Literatura ENTREVISTA

Sergio del Molino: "El franquismo siempre ha sido un comodín en el discurso de la izquierda"

© Patricia J. Garcinuño

Cuando hace cinco años escribió La España vacía, lejos estaba de imaginar el debate social y político que aquellas páginas dejarían como secuela. Trató un viaje histórico, biográfico y sentimental por un país «que nunca fue», y dio voz a la despoblación y al abandono del mundo rural en el imaginario colectivo de los españoles.

Lo hizo queriendo o sin querer, pero acabó por dar nombre a las raíces de un desequilibrio que hace tanto daño a la ciudad como al campo, a la falta de atención eximida a la geografía española fuera de la M30 o el bullicio de una ciudad; allá donde «los automovilistas paran a comer asado y a comprar miel o berenjenas en vinagre», y «poco más». La España vaciada, que dicen.

Ahora, desde los populismos nacionalistas, el esencialismo identitario o las ensoñaciones con una naturaleza mística, el escritor y periodista español Sergio del Molino (Madrid, 1979), vuelve a alentar el debate – ahora desde posiciones más políticas – en su nuevo ensayo Contra la España vacía, un libro con el que pretende además deshacerse de las intenciones de hablar de las virtudes de «volver al pueblo a plantar un huerto» o «hacer filosofía de la forma en que elegimos vivir».

Pregunta.- Tras cinco años desde la publicación de tu libro La España vacía, pretendes en Contra la España vacía, poner en orden y ahondar en lo que querías decir y no en lo que te atribuyen [palabras tuyas] ¿Qué es lo que te han atribuido?

Respuesta.- Me han atribuido de todo, es ocioso enumerarlo. Cuando un libro tiene recorrido y éxito, y se incorpora al flujo del discurso, enseguida surgen atribuciones y lecturas torticeras: sesgos, interpretaciones, cosas que se sacan de contexto etc. Eso es normal, pero cuando hablo de atribuciones me refiero fundamentalmente, y en cuanto a la motivación de escribir Contra la España vacía, a una serie de conceptos políticos que tienen que ver con la convivencia y la creación y consolidación de la comunidad política. Para mí eran centrales cuando escribí La España vacía. Y lo siguen siendo. Han cobrado muchísima más importancia a la luz de los acontecimientos de los últimos cinco años, cuando se han incorporado un montón de elementos y actores al tablero de juego que no estaban cuando escribí el primer ensayo: desde la extrema derecha, al secesionismo catalán e incluso en el contexto internacional, el Brexit o Donald Trump.
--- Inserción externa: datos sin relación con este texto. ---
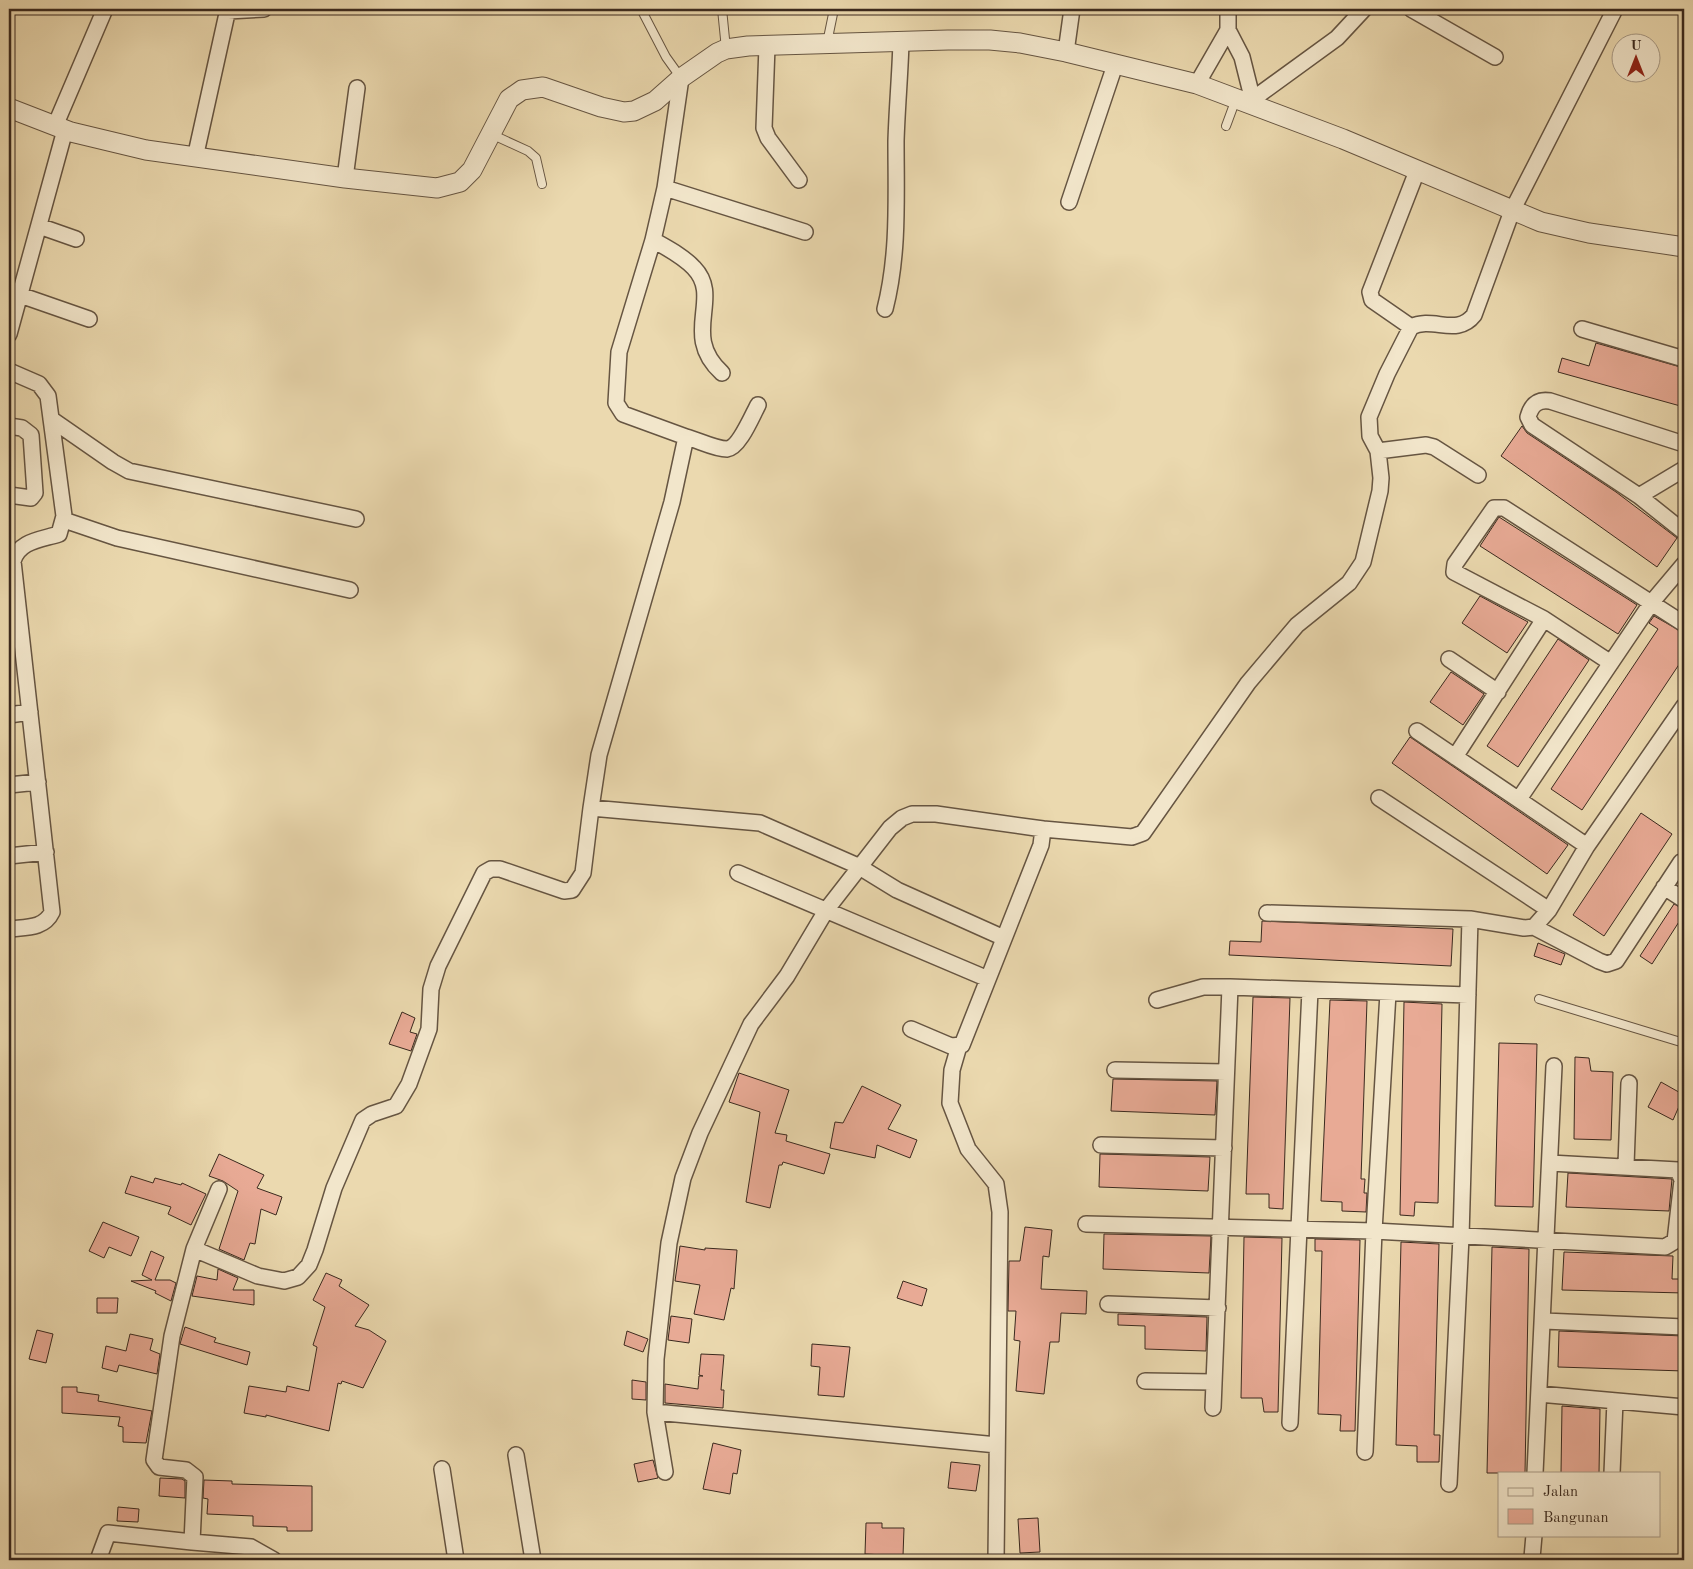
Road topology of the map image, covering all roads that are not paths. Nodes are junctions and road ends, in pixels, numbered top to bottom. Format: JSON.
{"nodes":[{"id":1,"x":105,"y":9,"type":"edge"},
{"id":2,"x":264,"y":9,"type":"edge"},
{"id":3,"x":642,"y":9,"type":"edge"},
{"id":4,"x":722,"y":9,"type":"edge"},
{"id":5,"x":834,"y":9,"type":"edge"},
{"id":6,"x":1072,"y":9,"type":"edge"},
{"id":7,"x":1228,"y":9,"type":"edge"},
{"id":8,"x":1364,"y":9,"type":"edge"},
{"id":9,"x":1411,"y":9,"type":"edge"},
{"id":10,"x":1615,"y":9,"type":"edge"},
{"id":11,"x":228,"y":10,"type":"edge"},
{"id":12,"x":1228,"y":30,"type":"junction"},
{"id":13,"x":901,"y":42,"type":"junction"},
{"id":14,"x":827,"y":43,"type":"junction"},
{"id":15,"x":767,"y":46,"type":"junction"},
{"id":16,"x":726,"y":49,"type":"junction"},
{"id":17,"x":1066,"y":52,"type":"junction"},
{"id":18,"x":1495,"y":57,"type":"dead end"},
{"id":19,"x":1115,"y":65,"type":"junction"},
{"id":20,"x":681,"y":78,"type":"junction"},
{"id":21,"x":1197,"y":84,"type":"junction"},
{"id":22,"x":357,"y":88,"type":"dead end"},
{"id":23,"x":1248,"y":101,"type":"junction"},
{"id":24,"x":9,"y":108,"type":"edge"},
{"id":25,"x":1226,"y":126,"type":"dead end"},
{"id":26,"x":60,"y":128,"type":"junction"},
{"id":27,"x":491,"y":134,"type":"junction"},
{"id":28,"x":195,"y":158,"type":"junction"},
{"id":29,"x":1417,"y":171,"type":"junction"},
{"id":30,"x":345,"y":178,"type":"junction"},
{"id":31,"x":799,"y":180,"type":"dead end"},
{"id":32,"x":542,"y":184,"type":"dead end"},
{"id":33,"x":665,"y":188,"type":"junction"},
{"id":34,"x":1069,"y":202,"type":"dead end"},
{"id":35,"x":1512,"y":211,"type":"junction"},
{"id":36,"x":39,"y":226,"type":"junction"},
{"id":37,"x":805,"y":232,"type":"dead end"},
{"id":38,"x":76,"y":239,"type":"dead end"},
{"id":39,"x":653,"y":240,"type":"junction"},
{"id":40,"x":1684,"y":247,"type":"edge"},
{"id":41,"x":20,"y":295,"type":"junction"},
{"id":42,"x":885,"y":309,"type":"dead end"},
{"id":43,"x":89,"y":318,"type":"dead end"},
{"id":44,"x":1411,"y":326,"type":"junction"},
{"id":45,"x":1582,"y":328,"type":"dead end"},
{"id":46,"x":9,"y":334,"type":"edge"},
{"id":47,"x":1684,"y":359,"type":"edge"},
{"id":48,"x":9,"y":371,"type":"edge"},
{"id":49,"x":722,"y":373,"type":"dead end"},
{"id":50,"x":758,"y":405,"type":"dead end"},
{"id":51,"x":51,"y":419,"type":"junction"},
{"id":52,"x":9,"y":426,"type":"edge"},
{"id":53,"x":686,"y":437,"type":"junction"},
{"id":54,"x":1684,"y":444,"type":"edge"},
{"id":55,"x":1378,"y":451,"type":"junction"},
{"id":56,"x":1684,"y":469,"type":"edge"},
{"id":57,"x":1478,"y":475,"type":"dead end"},
{"id":58,"x":9,"y":495,"type":"edge"},
{"id":59,"x":1638,"y":496,"type":"junction"},
{"id":60,"x":356,"y":519,"type":"dead end"},
{"id":61,"x":64,"y":520,"type":"junction"},
{"id":62,"x":1684,"y":532,"type":"edge"},
{"id":63,"x":1684,"y":564,"type":"edge"},
{"id":64,"x":11,"y":573,"type":"edge"},
{"id":65,"x":350,"y":590,"type":"dead end"},
{"id":66,"x":1652,"y":602,"type":"junction"},
{"id":67,"x":1544,"y":619,"type":"junction"},
{"id":68,"x":1684,"y":624,"type":"edge"},
{"id":69,"x":15,"y":644,"type":"edge"},
{"id":70,"x":1449,"y":659,"type":"dead end"},
{"id":71,"x":1610,"y":663,"type":"junction"},
{"id":72,"x":1498,"y":692,"type":"junction"},
{"id":73,"x":1684,"y":706,"type":"edge"},
{"id":74,"x":30,"y":712,"type":"junction"},
{"id":75,"x":9,"y":714,"type":"edge"},
{"id":76,"x":1417,"y":731,"type":"dead end"},
{"id":77,"x":1456,"y":757,"type":"junction"},
{"id":78,"x":38,"y":782,"type":"junction"},
{"id":79,"x":9,"y":786,"type":"edge"},
{"id":80,"x":1379,"y":798,"type":"dead end"},
{"id":81,"x":1519,"y":798,"type":"junction"},
{"id":82,"x":591,"y":808,"type":"junction"},
{"id":83,"x":1043,"y":829,"type":"junction"},
{"id":84,"x":1587,"y":846,"type":"junction"},
{"id":85,"x":46,"y":852,"type":"junction"},
{"id":86,"x":9,"y":856,"type":"edge"},
{"id":87,"x":1681,"y":862,"type":"dead end"},
{"id":88,"x":858,"y":866,"type":"junction"},
{"id":89,"x":738,"y":873,"type":"dead end"},
{"id":90,"x":1664,"y":888,"type":"junction"},
{"id":91,"x":1684,"y":900,"type":"edge"},
{"id":92,"x":827,"y":909,"type":"junction"},
{"id":93,"x":1549,"y":910,"type":"junction"},
{"id":94,"x":1267,"y":913,"type":"dead end"},
{"id":95,"x":1470,"y":920,"type":"junction"},
{"id":96,"x":1534,"y":927,"type":"junction"},
{"id":97,"x":9,"y":929,"type":"edge"},
{"id":98,"x":1004,"y":938,"type":"junction"},
{"id":99,"x":988,"y":979,"type":"junction"},
{"id":100,"x":1230,"y":987,"type":"junction"},
{"id":101,"x":1310,"y":990,"type":"junction"},
{"id":102,"x":1388,"y":993,"type":"junction"},
{"id":103,"x":1468,"y":995,"type":"junction"},
{"id":104,"x":1539,"y":999,"type":"dead end"},
{"id":105,"x":1157,"y":1000,"type":"dead end"},
{"id":106,"x":911,"y":1029,"type":"dead end"},
{"id":107,"x":1684,"y":1043,"type":"edge"},
{"id":108,"x":959,"y":1046,"type":"junction"},
{"id":109,"x":1554,"y":1066,"type":"dead end"},
{"id":110,"x":1114,"y":1070,"type":"dead end"},
{"id":111,"x":1226,"y":1072,"type":"junction"},
{"id":112,"x":1629,"y":1083,"type":"dead end"},
{"id":113,"x":1101,"y":1145,"type":"dead end"},
{"id":114,"x":1224,"y":1148,"type":"junction"},
{"id":115,"x":1550,"y":1163,"type":"junction"},
{"id":116,"x":1626,"y":1165,"type":"junction"},
{"id":117,"x":219,"y":1188,"type":"dead end"},
{"id":118,"x":1086,"y":1224,"type":"dead end"},
{"id":119,"x":1221,"y":1226,"type":"junction"},
{"id":120,"x":1298,"y":1228,"type":"junction"},
{"id":121,"x":1374,"y":1231,"type":"junction"},
{"id":122,"x":1461,"y":1236,"type":"junction"},
{"id":123,"x":1546,"y":1240,"type":"junction"},
{"id":124,"x":194,"y":1249,"type":"junction"},
{"id":125,"x":1108,"y":1304,"type":"dead end"},
{"id":126,"x":1218,"y":1308,"type":"junction"},
{"id":127,"x":1544,"y":1321,"type":"junction"},
{"id":128,"x":1684,"y":1327,"type":"edge"},
{"id":129,"x":1145,"y":1381,"type":"dead end"},
{"id":130,"x":1213,"y":1382,"type":"junction"},
{"id":131,"x":1539,"y":1394,"type":"junction"},
{"id":132,"x":1614,"y":1401,"type":"junction"},
{"id":133,"x":1684,"y":1407,"type":"edge"},
{"id":134,"x":1213,"y":1408,"type":"dead end"},
{"id":135,"x":655,"y":1412,"type":"junction"},
{"id":136,"x":1290,"y":1423,"type":"dead end"},
{"id":137,"x":997,"y":1445,"type":"junction"},
{"id":138,"x":1365,"y":1452,"type":"dead end"},
{"id":139,"x":516,"y":1455,"type":"dead end"},
{"id":140,"x":442,"y":1469,"type":"dead end"},
{"id":141,"x":666,"y":1472,"type":"dead end"},
{"id":142,"x":1535,"y":1472,"type":"edge"},
{"id":143,"x":1612,"y":1472,"type":"edge"},
{"id":144,"x":1450,"y":1484,"type":"dead end"},
{"id":145,"x":1534,"y":1536,"type":"edge"},
{"id":146,"x":192,"y":1542,"type":"junction"},
{"id":147,"x":1532,"y":1558,"type":"dead end"},
{"id":148,"x":98,"y":1560,"type":"edge"},
{"id":149,"x":274,"y":1560,"type":"edge"},
{"id":150,"x":456,"y":1560,"type":"edge"},
{"id":151,"x":532,"y":1560,"type":"edge"},
{"id":152,"x":996,"y":1560,"type":"edge"}],
"edges":[{"from":1,"to":26,"type":"street"},
{"from":2,"to":11,"type":"street"},
{"from":3,"to":20,"type":"lane"},
{"from":4,"to":16,"type":"lane"},
{"from":5,"to":14,"type":"lane"},
{"from":6,"to":17,"type":"street"},
{"from":7,"to":12,"type":"street"},
{"from":8,"to":23,"type":"street"},
{"from":9,"to":18,"type":"street"},
{"from":10,"to":35,"type":"street"},
{"from":11,"to":28,"type":"street"},
{"from":12,"to":21,"type":"street"},
{"from":12,"to":23,"type":"street"},
{"from":13,"to":14,"type":"street"},
{"from":13,"to":17,"type":"street"},
{"from":13,"to":42,"type":"street"},
{"from":14,"to":15,"type":"street"},
{"from":15,"to":16,"type":"street"},
{"from":15,"to":31,"type":"street"},
{"from":16,"to":20,"type":"street"},
{"from":17,"to":19,"type":"street"},
{"from":19,"to":21,"type":"street"},
{"from":19,"to":34,"type":"street"},
{"from":20,"to":27,"type":"street"},
{"from":20,"to":33,"type":"street"},
{"from":21,"to":23,"type":"street"},
{"from":22,"to":30,"type":"street"},
{"from":23,"to":25,"type":"lane"},
{"from":23,"to":29,"type":"street"},
{"from":24,"to":26,"type":"street"},
{"from":26,"to":28,"type":"street"},
{"from":26,"to":36,"type":"street"},
{"from":27,"to":30,"type":"street"},
{"from":27,"to":32,"type":"lane"},
{"from":28,"to":30,"type":"street"},
{"from":29,"to":35,"type":"street"},
{"from":29,"to":44,"type":"street"},
{"from":33,"to":37,"type":"street"},
{"from":33,"to":39,"type":"street"},
{"from":35,"to":40,"type":"street"},
{"from":35,"to":44,"type":"street"},
{"from":36,"to":38,"type":"street"},
{"from":36,"to":41,"type":"street"},
{"from":39,"to":49,"type":"street"},
{"from":39,"to":53,"type":"street"},
{"from":41,"to":43,"type":"street"},
{"from":41,"to":46,"type":"street"},
{"from":44,"to":55,"type":"street"},
{"from":45,"to":47,"type":"street"},
{"from":48,"to":51,"type":"street"},
{"from":50,"to":53,"type":"street"},
{"from":51,"to":60,"type":"street"},
{"from":51,"to":61,"type":"street"},
{"from":52,"to":58,"type":"street"},
{"from":53,"to":82,"type":"street"},
{"from":54,"to":59,"type":"street"},
{"from":55,"to":57,"type":"street"},
{"from":55,"to":83,"type":"street"},
{"from":56,"to":59,"type":"street"},
{"from":59,"to":62,"type":"street"},
{"from":61,"to":64,"type":"street"},
{"from":61,"to":65,"type":"street"},
{"from":63,"to":66,"type":"street"},
{"from":64,"to":69,"type":"street"},
{"from":66,"to":67,"type":"street"},
{"from":66,"to":68,"type":"street"},
{"from":66,"to":71,"type":"street"},
{"from":67,"to":71,"type":"street"},
{"from":67,"to":72,"type":"street"},
{"from":69,"to":74,"type":"street"},
{"from":70,"to":72,"type":"street"},
{"from":71,"to":81,"type":"street"},
{"from":72,"to":77,"type":"street"},
{"from":73,"to":84,"type":"street"},
{"from":74,"to":75,"type":"street"},
{"from":74,"to":78,"type":"street"},
{"from":76,"to":77,"type":"street"},
{"from":77,"to":81,"type":"street"},
{"from":78,"to":79,"type":"street"},
{"from":78,"to":85,"type":"street"},
{"from":80,"to":93,"type":"street"},
{"from":81,"to":84,"type":"street"},
{"from":82,"to":88,"type":"street"},
{"from":82,"to":124,"type":"street"},
{"from":83,"to":88,"type":"street"},
{"from":83,"to":98,"type":"street"},
{"from":84,"to":93,"type":"street"},
{"from":85,"to":86,"type":"street"},
{"from":85,"to":97,"type":"street"},
{"from":87,"to":90,"type":"street"},
{"from":88,"to":92,"type":"street"},
{"from":88,"to":98,"type":"street"},
{"from":89,"to":92,"type":"street"},
{"from":90,"to":91,"type":"street"},
{"from":90,"to":96,"type":"street"},
{"from":92,"to":99,"type":"street"},
{"from":92,"to":135,"type":"street"},
{"from":93,"to":96,"type":"street"},
{"from":94,"to":95,"type":"street"},
{"from":95,"to":96,"type":"street"},
{"from":95,"to":103,"type":"street"},
{"from":98,"to":99,"type":"street"},
{"from":99,"to":108,"type":"street"},
{"from":100,"to":101,"type":"street"},
{"from":100,"to":105,"type":"street"},
{"from":100,"to":111,"type":"street"},
{"from":101,"to":102,"type":"street"},
{"from":101,"to":120,"type":"street"},
{"from":102,"to":103,"type":"street"},
{"from":102,"to":121,"type":"street"},
{"from":103,"to":122,"type":"street"},
{"from":104,"to":107,"type":"lane"},
{"from":106,"to":108,"type":"street"},
{"from":108,"to":137,"type":"street"},
{"from":109,"to":115,"type":"street"},
{"from":110,"to":111,"type":"street"},
{"from":111,"to":114,"type":"street"},
{"from":112,"to":116,"type":"street"},
{"from":113,"to":114,"type":"street"},
{"from":114,"to":119,"type":"street"},
{"from":115,"to":116,"type":"street"},
{"from":115,"to":123,"type":"street"},
{"from":116,"to":123,"type":"street"},
{"from":117,"to":124,"type":"street"},
{"from":118,"to":119,"type":"street"},
{"from":119,"to":120,"type":"street"},
{"from":119,"to":126,"type":"street"},
{"from":120,"to":121,"type":"street"},
{"from":120,"to":136,"type":"street"},
{"from":121,"to":122,"type":"street"},
{"from":121,"to":138,"type":"street"},
{"from":122,"to":123,"type":"street"},
{"from":122,"to":144,"type":"street"},
{"from":123,"to":127,"type":"street"},
{"from":124,"to":146,"type":"street"},
{"from":125,"to":126,"type":"street"},
{"from":126,"to":130,"type":"street"},
{"from":127,"to":128,"type":"street"},
{"from":127,"to":131,"type":"street"},
{"from":129,"to":130,"type":"street"},
{"from":130,"to":134,"type":"street"},
{"from":131,"to":132,"type":"street"},
{"from":131,"to":142,"type":"street"},
{"from":132,"to":133,"type":"street"},
{"from":132,"to":143,"type":"street"},
{"from":135,"to":137,"type":"street"},
{"from":135,"to":141,"type":"street"},
{"from":137,"to":152,"type":"street"},
{"from":139,"to":151,"type":"street"},
{"from":140,"to":150,"type":"street"},
{"from":145,"to":147,"type":"street"},
{"from":146,"to":148,"type":"street"},
{"from":146,"to":149,"type":"street"}]}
Todos estos elementos que han cambiado sustancialmente el panorama, hacen todavía más necesario si cabe el énfasis en que La España Vacía para mí era un elemento vertebrado, un elemento de cohesión y de creación de mitologías en torno a la comunidad política, y no tanto una bandera en la lucha contra la despoblación, que es lo que finalmente ha prevalecido y lo que la gente más asocia al término ‘España vacía’ y a mi ensayo.

P.- En este segundo ensayo reconoces la ingenuidad con la que estaba escrita La España vacía. ¿Qué queda de ella y que ha cambiado en Contra la España vacía?

R.- Sí. La España vacía está escrita con absoluta ingenuidad. La escribí con ninguna perspectiva y con la idea de que era una obra menor, un desvío en mi camino, una incursión en el ensayo que tenía algo de travesura, de aventura y de camino secundario. La escribí con libertad, desde la convicción de que iba a interesar a cuatro gatos. Ahora mismo no tengo esa disposición. Ahora tengo unas expectativas y unas presiones que son notablemente diferentes a las de La España Vacía. No puedo replicar. No soy el mismo escritor y no puedo ponerme a escribir con el mismo ánimo y actitud con el que me puse a escribir hace cinco años. Aun así te diré que lo intento. Hago un esfuerzo muy grande de abstracción, de intentar encerrarme en el mundo y estar de espaldas a él cuando escribo; pensando sencillamente en ser lo más fiel posible a lo que quiero decir en cada momento sin que me importe lo más mínimo como va a ser recibido o interpretado.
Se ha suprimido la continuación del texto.